Un grand merci à Blaq Out pour m’avoir permis de découvrir et de chroniquer le dvd du film « Nous venons en amis » d’Hubert Sauper.
« Ils veulent nous imiter mais je ne suis pas certain qu’ils en soient capables. Il doit bien y avoir une raison pour qu’ils aient 200 ans de retard »
Après Le cauchemar de Darwin, Hubert Sauper nous embarque dans une vertigineuse aventure au cœur du plus grand pays d'Afrique. Divisé en deux nations, le Soudan est devenu une proie de choix que se disputent avidement les plus grandes puissances: la Chine et les Etats-Unis. Et sous couvert d'amitié, les vieux démons du colonialisme et de la domination étrangère ressurgissent !

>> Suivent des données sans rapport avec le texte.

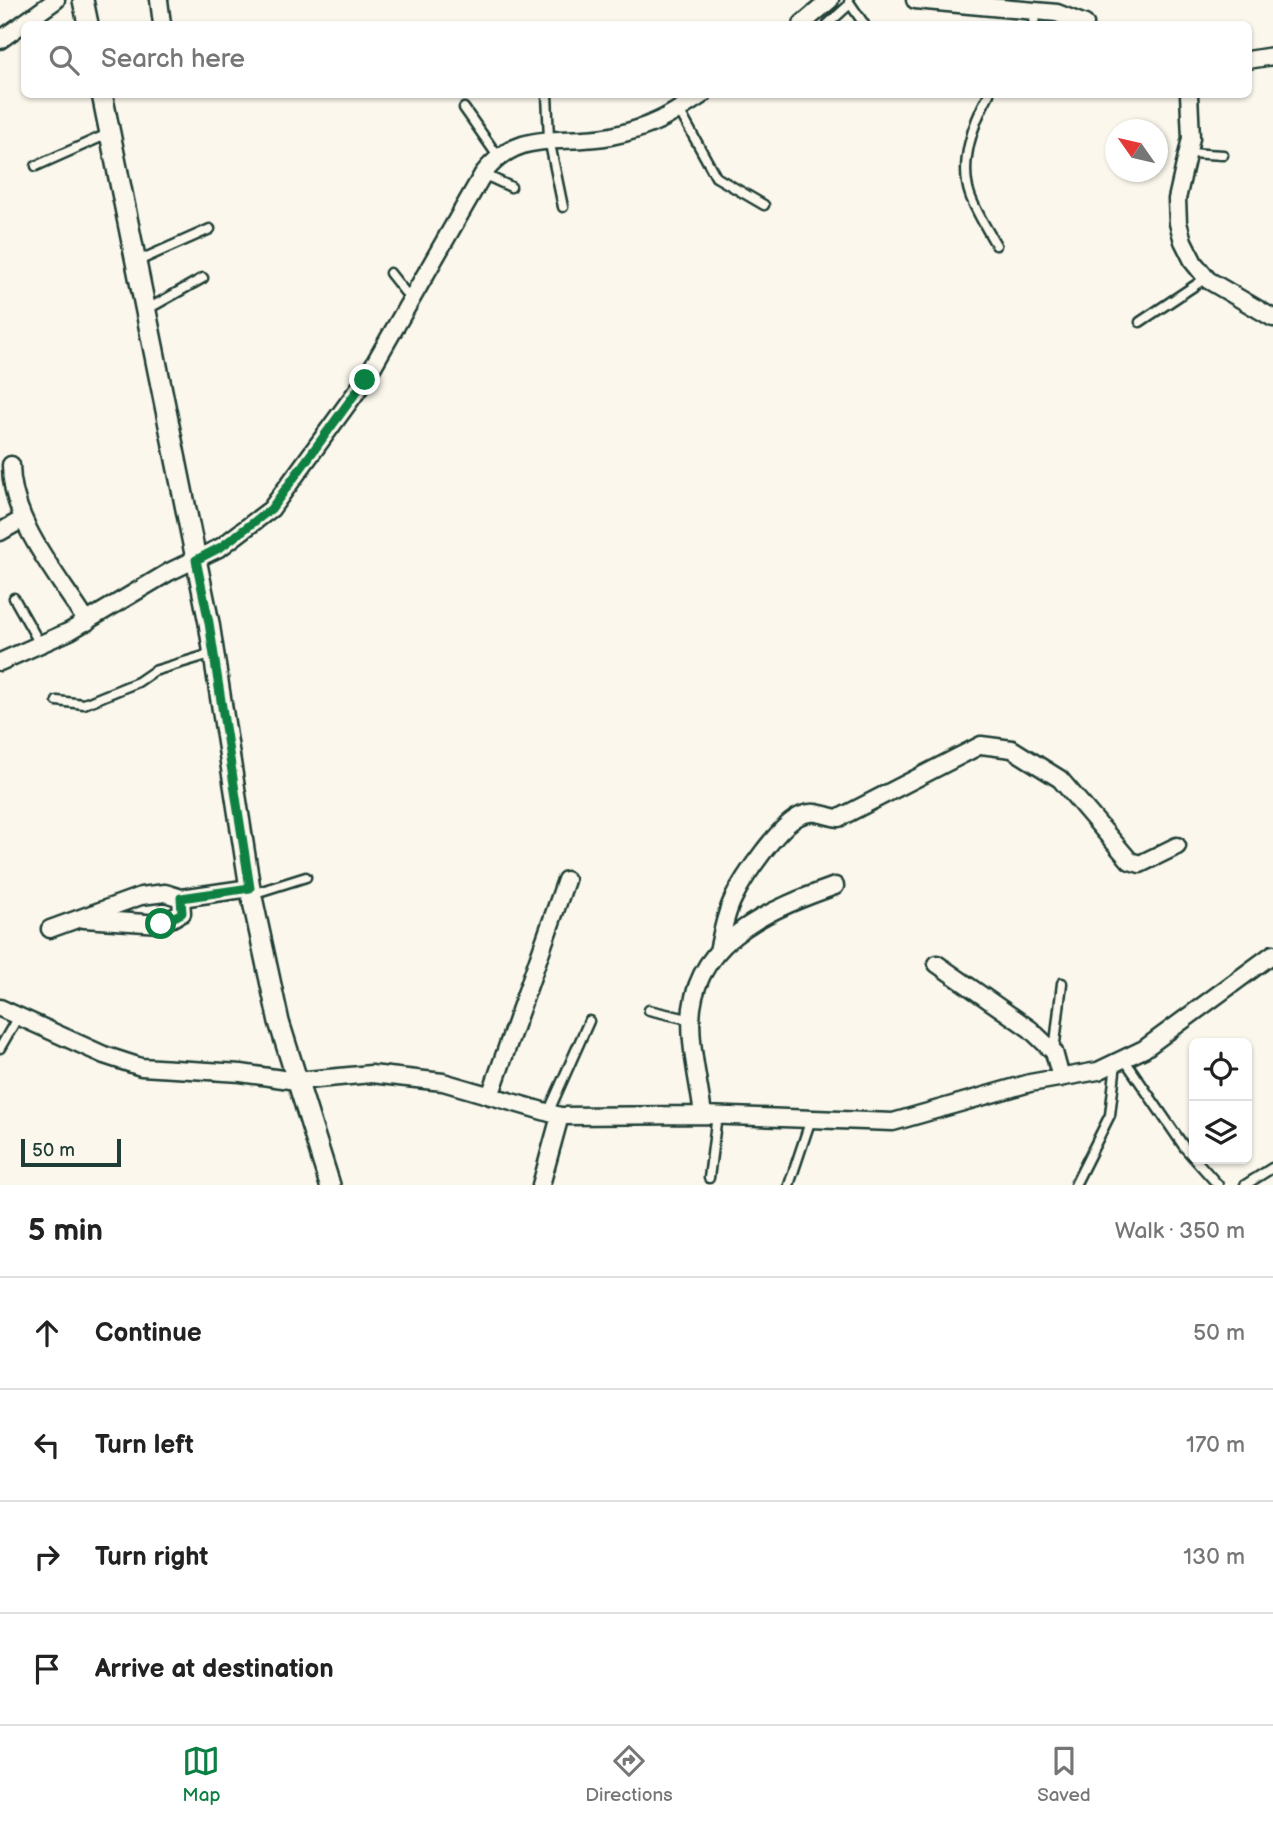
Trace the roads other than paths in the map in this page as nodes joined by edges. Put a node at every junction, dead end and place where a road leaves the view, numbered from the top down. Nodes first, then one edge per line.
1 (57, 0) edge
2 (159, 0) edge
3 (830, 0) edge
4 (915, 0) edge
5 (87, 1) edge
6 (848, 2) edge
7 (949, 2) edge
8 (1036, 18) edge
9 (27, 21) edge
10 (88, 21) edge
11 (162, 21) edge
12 (806, 21) edge
13 (831, 21) edge
14 (861, 21) edge
15 (1077, 21) edge
16 (21, 25) edge
17 (0, 40) edge
18 (1273, 55) edge
19 (1252, 59) edge
20 (103, 98) edge
21 (547, 98) edge
22 (697, 98) edge
23 (987, 98) edge
24 (1189, 98) edge
25 (464, 108) dead end
26 (679, 110) junction
27 (110, 133) junction
28 (549, 139) junction
29 (1189, 153) junction
30 (497, 155) junction
31 (1223, 155) dead end
32 (36, 166) dead end
33 (483, 174) junction
34 (511, 187) dead end
35 (764, 205) dead end
36 (563, 207) dead end
37 (209, 229) dead end
38 (996, 245) dead end
39 (138, 261) junction
40 (390, 273) dead end
41 (204, 278) dead end
42 (1206, 278) junction
43 (412, 301) junction
44 (146, 310) junction
45 (1273, 318) edge
46 (1140, 322) dead end
47 (11, 465) dead end
48 (23, 519) junction
49 (0, 532) edge
50 (196, 560) junction
51 (14, 598) dead end
52 (87, 622) junction
53 (40, 644) junction
54 (214, 653) junction
55 (0, 662) edge
56 (57, 701) dead end
57 (1177, 846) dead end
58 (306, 877) dead end
59 (566, 880) dead end
60 (835, 886) dead end
61 (251, 891) junction
62 (181, 898) junction
63 (80, 919) junction
64 (50, 929) dead end
65 (718, 951) junction
66 (1271, 959) edge
67 (937, 964) dead end
68 (1062, 983) dead end
69 (0, 1008) edge
70 (649, 1010) dead end
71 (19, 1015) junction
72 (692, 1020) junction
73 (589, 1021) dead end
74 (0, 1048) edge
75 (1054, 1052) junction
76 (1120, 1061) junction
77 (1061, 1078) junction
78 (296, 1081) junction
79 (490, 1096) junction
80 (554, 1115) junction
81 (710, 1115) junction
82 (811, 1119) junction
83 (1272, 1168) edge
84 (709, 1178) dead end
85 (330, 1185) edge
86 (541, 1185) edge
87 (789, 1185) edge
88 (1075, 1185) edge
89 (1218, 1185) edge
90 (1245, 1185) edge

1 - 9 street
2 - 11 street
3 - 12 street
4 - 7 street
5 - 10 street
6 - 13 lane
6 - 14 lane
7 - 8 street
8 - 15 street
16 - 17 street
18 - 19 street
20 - 27 street
21 - 28 lane
22 - 26 street
23 - 38 lane
24 - 29 street
25 - 30 lane
26 - 28 street
26 - 35 lane
27 - 32 lane
27 - 39 street
28 - 30 street
28 - 36 lane
29 - 31 lane
29 - 42 street
30 - 33 street
33 - 34 lane
33 - 43 street
37 - 39 lane
39 - 44 street
40 - 43 lane
41 - 44 lane
42 - 45 street
42 - 46 lane
43 - 50 street
44 - 50 street
47 - 48 street
48 - 49 street
48 - 52 street
50 - 52 street
50 - 54 street
51 - 53 lane
52 - 53 street
53 - 55 street
54 - 56 lane
54 - 61 street
57 - 65 street
58 - 61 lane
59 - 79 street
60 - 65 street
61 - 62 street
61 - 78 street
62 - 63 street
62 - 63 street
63 - 64 street
65 - 72 street
66 - 76 street
67 - 75 street
68 - 75 lane
69 - 71 street
70 - 72 lane
71 - 74 lane
71 - 78 street
72 - 81 street
73 - 80 lane
75 - 77 street
76 - 77 street
76 - 88 lane
76 - 89 lane
77 - 82 street
78 - 79 street
78 - 85 street
79 - 80 street
80 - 81 street
80 - 86 street
81 - 82 street
81 - 84 lane
82 - 87 lane
83 - 90 lane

« Quelle tristesse... Un si grand pays sans intelligence pour l’exploiter »
Réalisateur et journaliste autrichien (mais vivant en Bourgogne), Hubert Sauper s’est bâti une solide réputation dans le domaine du documentaire. Depuis près de vingt ans, il sillonne ainsi le monde, et plus particulièrement l’Afrique, pour dénoncer les ravages de la mondialisation sur les territoires et les populations. Après « Loin du Rwanda » (1997), il accède à la reconnaissance publique en 2004 avec « Le cauchemar de Darwin », nommé à l’Oscar du meilleur documentaire. Centré sur l’introduction à des fins commerciales d’une espèce de poisson dans le lac Victoria qui finira pas détruire toutes les espèces endémiques, le film dénonce les méfaits de l’homme voulant maitriser et rentabiliser la nature ainsi que les trafics et la corruption liés à la mondialisation, et en particulier le trafic d’armes. Dix années après le succès du « Cauchemar de Darwin », il nous revient avec « Nous venons en amis », documentaire centré sur la naissance de l’état du Soudan du Sud. Présenté dans de nombreux festivals prestigieux, tels Venise ou Sundance, le film a notamment été récompensé lors du Festival de Berlin.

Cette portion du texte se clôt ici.